The problem: Word for word, set down the records and skip each picture.

Input data Block Start

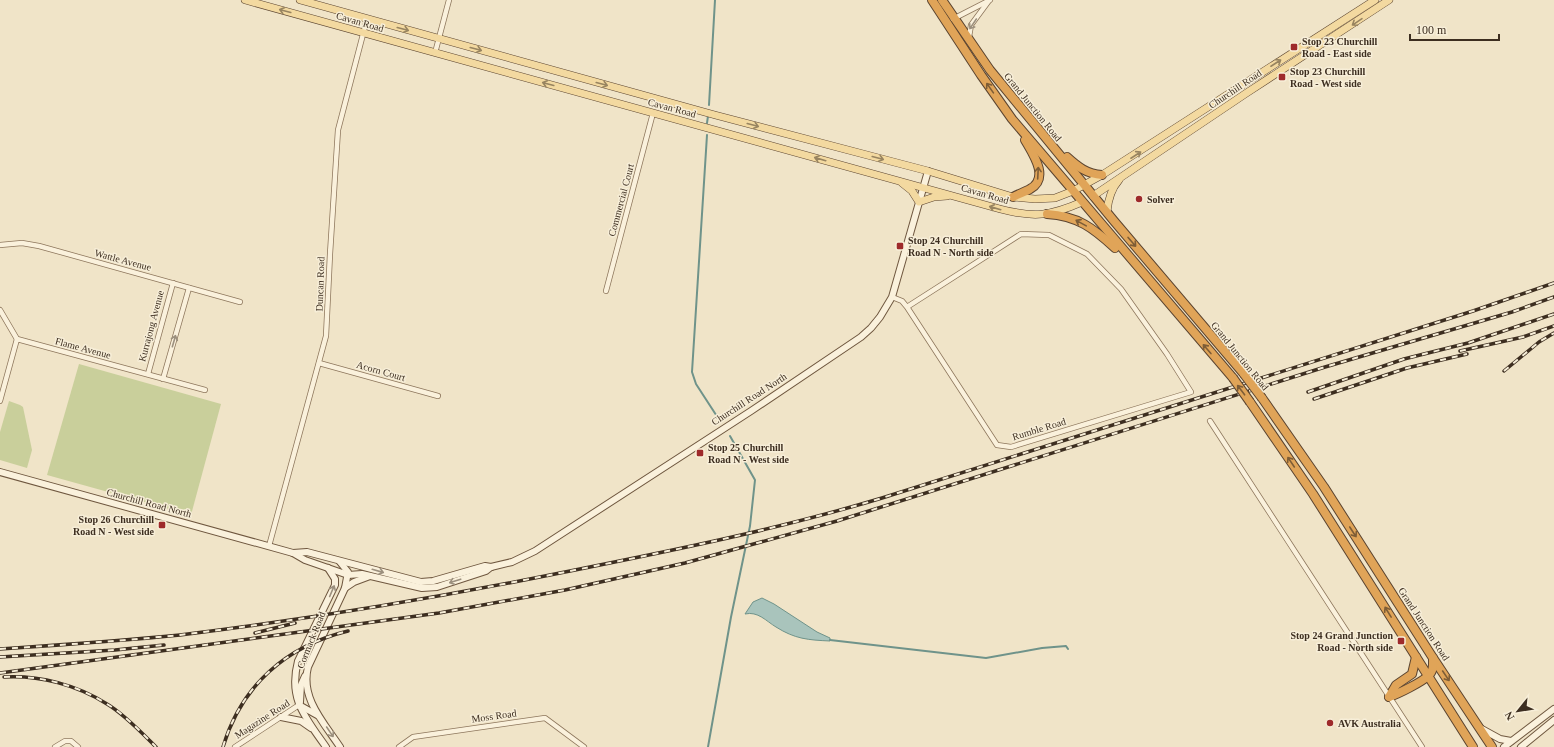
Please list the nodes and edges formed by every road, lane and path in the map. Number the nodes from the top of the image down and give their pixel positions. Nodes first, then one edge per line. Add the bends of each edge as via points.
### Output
1 (245, 0) edge
2 (300, 0) edge
3 (449, 0) edge
4 (932, 0) edge
5 (942, 0) edge
6 (989, 0) edge
7 (1375, 0) edge
8 (1386, 1) edge
9 (367, 19) junction
10 (955, 19) junction
11 (947, 24) junction
12 (364, 33) junction
13 (439, 39) junction
14 (969, 40) junction
15 (435, 53) junction
16 (1240, 87) junction
17 (1245, 94) junction
18 (653, 113) junction
19 (1012, 119) junction
20 (1040, 132) junction
21 (928, 171) junction
22 (1102, 175) junction
23 (1124, 175) junction
24 (898, 181) junction
25 (1085, 186) junction
26 (923, 188) junction
27 (1073, 191) junction
28 (954, 195) junction
29 (1093, 196) junction
30 (1013, 197) junction
31 (919, 202) junction
32 (1082, 202) junction
33 (1107, 212) junction
34 (1047, 214) junction
35 (0, 244) edge
36 (1134, 264) junction
37 (173, 283) junction
38 (189, 288) junction
39 (606, 291) dead end
40 (892, 297) junction
41 (240, 302) dead end
42 (907, 307) junction
43 (0, 310) edge
44 (17, 339) junction
45 (319, 363) junction
46 (148, 374) junction
47 (163, 379) junction
48 (205, 390) dead end
49 (438, 396) dead end
50 (0, 400) edge
51 (1210, 421) dead end
52 (0, 472) edge
53 (268, 546) junction
54 (293, 553) junction
55 (340, 562) junction
56 (491, 567) junction
57 (328, 568) junction
58 (348, 575) junction
59 (370, 576) junction
60 (344, 588) junction
61 (1416, 657) junction
62 (1433, 658) junction
63 (308, 667) junction
64 (1429, 676) junction
65 (1389, 697) junction
66 (299, 705) junction
67 (1554, 709) edge
68 (281, 717) junction
69 (320, 717) junction
70 (1554, 720) edge
71 (1480, 728) junction
72 (314, 730) junction
73 (1541, 730) junction
74 (1511, 741) junction
75 (1471, 745) edge
76 (55, 747) edge
77 (78, 747) edge
78 (235, 747) edge
79 (326, 747) edge
80 (340, 747) edge
81 (399, 747) edge
82 (584, 747) edge
83 (1422, 747) edge
84 (1492, 747) edge
85 (1504, 747) edge
86 (1521, 747) edge
87 (1527, 747) edge

12 -> 1 main road, Cavan Road
2 - 9 main road, Cavan Road
3 - 13 street
4 - 11 highway, Grand Junction Road
5 - 10 highway, Grand Junction Road
6 - 10 street
6 -> 14 street via 971,25
16 -> 7 main road, Churchill Road
8 -> 17 main road, Churchill Road
9 - 12 street, Duncan Road
9 -> 13 main road, Cavan Road
10 - 11 street
10 - 14 highway, Grand Junction Road
19 -> 11 highway, Grand Junction Road
12 - 15 main road, Cavan Road
12 - 45 street, Duncan Road via 338,130 327,331
13 - 15 street
13 -> 21 main road, Cavan Road
14 - 20 highway, Grand Junction Road
18 -> 15 main road, Cavan Road
16 - 17 main road
22 -> 16 main road, Churchill Road
17 - 23 main road, Churchill Road
24 -> 18 main road, Cavan Road
18 - 39 street, Commercial Court
19 - 27 highway, Grand Junction Road
30 -> 19 highway via 1034,186 1039,176 1039,167
20 - 22 highway via 1082,170
20 - 25 highway, Grand Junction Road
21 - 26 street, Churchill Road North
21 - 30 main road, Cavan Road
22 - 25 main road, Churchill Road
23 - 29 main road, Churchill Road
23 - 33 main road via 1109,197
24 - 26 main road, Cavan Road
24 - 31 main road via 912,191
25 - 27 main road, Cavan Road
25 - 29 highway, Grand Junction Road
26 - 28 main road, Cavan Road
26 - 31 street, Churchill Road North
27 - 30 main road, Cavan Road via 1055,198
27 - 32 highway, Grand Junction Road
28 - 31 main road
34 -> 28 main road, Cavan Road via 1014,213
29 - 32 highway, Cavan Road
29 - 33 highway, Grand Junction Road
31 - 40 street, Churchill Road North
32 - 34 main road, Cavan Road
32 - 36 highway, Grand Junction Road
33 -> 62 highway, Grand Junction Road, bridge via 1262,398 1332,499
36 -> 34 highway via 1078,220
35 - 37 street, Wattle Avenue via 22,243 39,246
61 -> 36 highway, Grand Junction Road, bridge via 1314,494 1233,378
37 - 38 street, Wattle Avenue
37 - 46 street, Kurrajong Avenue
38 - 41 street, Wattle Avenue
47 -> 38 street
40 - 42 street, Rumble Road via 902,301
40 - 56 street, Churchill Road North via 880,317 861,337 535,551 512,562
42 - 42 street, Rumble Road via 997,445 1011,447 1191,392 1121,289 1087,254 1049,235 1021,234
43 - 44 street
44 - 46 street, Flame Avenue
44 - 50 street
45 - 49 street, Acorn Court
45 - 53 street, Duncan Road
46 - 47 street, Flame Avenue
47 - 48 street, Flame Avenue
51 - 65 street
52 - 53 street, Churchill Road North
53 - 54 street, Churchill Road North
54 - 55 street, Churchill Road North via 307,552
54 - 57 street, Churchill Road North
55 -> 56 street, Churchill Road North via 421,582 485,566
55 - 58 street via 346,567
56 -> 59 street, Churchill Road North via 486,571 431,588
57 - 58 street, Churchill Road North
66 -> 57 street, Cormack Road via 295,675 305,646 334,585 335,579
58 - 59 street, Churchill Road North
58 - 60 street, Cormack Road
59 - 60 street
60 - 63 street, Cormack Road
61 - 64 highway, Grand Junction Road
61 - 65 highway via 1412,674 1396,685
62 - 64 highway via 1433,669
62 -> 71 highway, Grand Junction Road
63 - 66 street via 301,685
63 - 69 street, Cormack Road via 307,691 310,702
64 - 65 highway
64 - 75 highway, Grand Junction Road
65 - 83 street
66 - 68 street, Magazine Road
66 - 69 street
66 - 72 street, Cormack Road
67 - 74 street
68 - 72 street via 301,721
68 - 78 street, Magazine Road
69 -> 80 street, Cormack Road
70 - 73 street
71 - 74 street
71 - 84 highway, Grand Junction Road
72 - 79 street, Cormack Road
73 - 86 street
73 - 87 street
74 - 85 street
76 - 77 street via 65,741 71,741
81 - 82 street, Moss Road via 414,737 545,718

Input data Block End

Finished task:
Please list the nodes and edges formed by every road, lane and path in the map. Number the nodes from the top of the image down and give their pixel positions. Nodes first, then one edge per line. Add the bends of each edge as via points.
### Output
1 (245, 0) edge
2 (300, 0) edge
3 (449, 0) edge
4 (932, 0) edge
5 (942, 0) edge
6 (989, 0) edge
7 (1375, 0) edge
8 (1386, 1) edge
9 (367, 19) junction
10 (955, 19) junction
11 (947, 24) junction
12 (364, 33) junction
13 (439, 39) junction
14 (969, 40) junction
15 (435, 53) junction
16 (1240, 87) junction
17 (1245, 94) junction
18 (653, 113) junction
19 (1012, 119) junction
20 (1040, 132) junction
21 (928, 171) junction
22 (1102, 175) junction
23 (1124, 175) junction
24 (898, 181) junction
25 (1085, 186) junction
26 (923, 188) junction
27 (1073, 191) junction
28 (954, 195) junction
29 (1093, 196) junction
30 (1013, 197) junction
31 (919, 202) junction
32 (1082, 202) junction
33 (1107, 212) junction
34 (1047, 214) junction
35 (0, 244) edge
36 (1134, 264) junction
37 (173, 283) junction
38 (189, 288) junction
39 (606, 291) dead end
40 (892, 297) junction
41 (240, 302) dead end
42 (907, 307) junction
43 (0, 310) edge
44 (17, 339) junction
45 (319, 363) junction
46 (148, 374) junction
47 (163, 379) junction
48 (205, 390) dead end
49 (438, 396) dead end
50 (0, 400) edge
51 (1210, 421) dead end
52 (0, 472) edge
53 (268, 546) junction
54 (293, 553) junction
55 (340, 562) junction
56 (491, 567) junction
57 (328, 568) junction
58 (348, 575) junction
59 (370, 576) junction
60 (344, 588) junction
61 (1416, 657) junction
62 (1433, 658) junction
63 (308, 667) junction
64 (1429, 676) junction
65 (1389, 697) junction
66 (299, 705) junction
67 (1554, 709) edge
68 (281, 717) junction
69 (320, 717) junction
70 (1554, 720) edge
71 (1480, 728) junction
72 (314, 730) junction
73 (1541, 730) junction
74 (1511, 741) junction
75 (1471, 745) edge
76 (55, 747) edge
77 (78, 747) edge
78 (235, 747) edge
79 (326, 747) edge
80 (340, 747) edge
81 (399, 747) edge
82 (584, 747) edge
83 (1422, 747) edge
84 (1492, 747) edge
85 (1504, 747) edge
86 (1521, 747) edge
87 (1527, 747) edge

12 -> 1 main road, Cavan Road
2 - 9 main road, Cavan Road
3 - 13 street
4 - 11 highway, Grand Junction Road
5 - 10 highway, Grand Junction Road
6 - 10 street
6 -> 14 street via 971,25
16 -> 7 main road, Churchill Road
8 -> 17 main road, Churchill Road
9 - 12 street, Duncan Road
9 -> 13 main road, Cavan Road
10 - 11 street
10 - 14 highway, Grand Junction Road
19 -> 11 highway, Grand Junction Road
12 - 15 main road, Cavan Road
12 - 45 street, Duncan Road via 338,130 327,331
13 - 15 street
13 -> 21 main road, Cavan Road
14 - 20 highway, Grand Junction Road
18 -> 15 main road, Cavan Road
16 - 17 main road
22 -> 16 main road, Churchill Road
17 - 23 main road, Churchill Road
24 -> 18 main road, Cavan Road
18 - 39 street, Commercial Court
19 - 27 highway, Grand Junction Road
30 -> 19 highway via 1034,186 1039,176 1039,167
20 - 22 highway via 1082,170
20 - 25 highway, Grand Junction Road
21 - 26 street, Churchill Road North
21 - 30 main road, Cavan Road
22 - 25 main road, Churchill Road
23 - 29 main road, Churchill Road
23 - 33 main road via 1109,197
24 - 26 main road, Cavan Road
24 - 31 main road via 912,191
25 - 27 main road, Cavan Road
25 - 29 highway, Grand Junction Road
26 - 28 main road, Cavan Road
26 - 31 street, Churchill Road North
27 - 30 main road, Cavan Road via 1055,198
27 - 32 highway, Grand Junction Road
28 - 31 main road
34 -> 28 main road, Cavan Road via 1014,213
29 - 32 highway, Cavan Road
29 - 33 highway, Grand Junction Road
31 - 40 street, Churchill Road North
32 - 34 main road, Cavan Road
32 - 36 highway, Grand Junction Road
33 -> 62 highway, Grand Junction Road, bridge via 1262,398 1332,499
36 -> 34 highway via 1078,220
35 - 37 street, Wattle Avenue via 22,243 39,246
61 -> 36 highway, Grand Junction Road, bridge via 1314,494 1233,378
37 - 38 street, Wattle Avenue
37 - 46 street, Kurrajong Avenue
38 - 41 street, Wattle Avenue
47 -> 38 street
40 - 42 street, Rumble Road via 902,301
40 - 56 street, Churchill Road North via 880,317 861,337 535,551 512,562
42 - 42 street, Rumble Road via 997,445 1011,447 1191,392 1121,289 1087,254 1049,235 1021,234
43 - 44 street
44 - 46 street, Flame Avenue
44 - 50 street
45 - 49 street, Acorn Court
45 - 53 street, Duncan Road
46 - 47 street, Flame Avenue
47 - 48 street, Flame Avenue
51 - 65 street
52 - 53 street, Churchill Road North
53 - 54 street, Churchill Road North
54 - 55 street, Churchill Road North via 307,552
54 - 57 street, Churchill Road North
55 -> 56 street, Churchill Road North via 421,582 485,566
55 - 58 street via 346,567
56 -> 59 street, Churchill Road North via 486,571 431,588
57 - 58 street, Churchill Road North
66 -> 57 street, Cormack Road via 295,675 305,646 334,585 335,579
58 - 59 street, Churchill Road North
58 - 60 street, Cormack Road
59 - 60 street
60 - 63 street, Cormack Road
61 - 64 highway, Grand Junction Road
61 - 65 highway via 1412,674 1396,685
62 - 64 highway via 1433,669
62 -> 71 highway, Grand Junction Road
63 - 66 street via 301,685
63 - 69 street, Cormack Road via 307,691 310,702
64 - 65 highway
64 - 75 highway, Grand Junction Road
65 - 83 street
66 - 68 street, Magazine Road
66 - 69 street
66 - 72 street, Cormack Road
67 - 74 street
68 - 72 street via 301,721
68 - 78 street, Magazine Road
69 -> 80 street, Cormack Road
70 - 73 street
71 - 74 street
71 - 84 highway, Grand Junction Road
72 - 79 street, Cormack Road
73 - 86 street
73 - 87 street
74 - 85 street
76 - 77 street via 65,741 71,741
81 - 82 street, Moss Road via 414,737 545,718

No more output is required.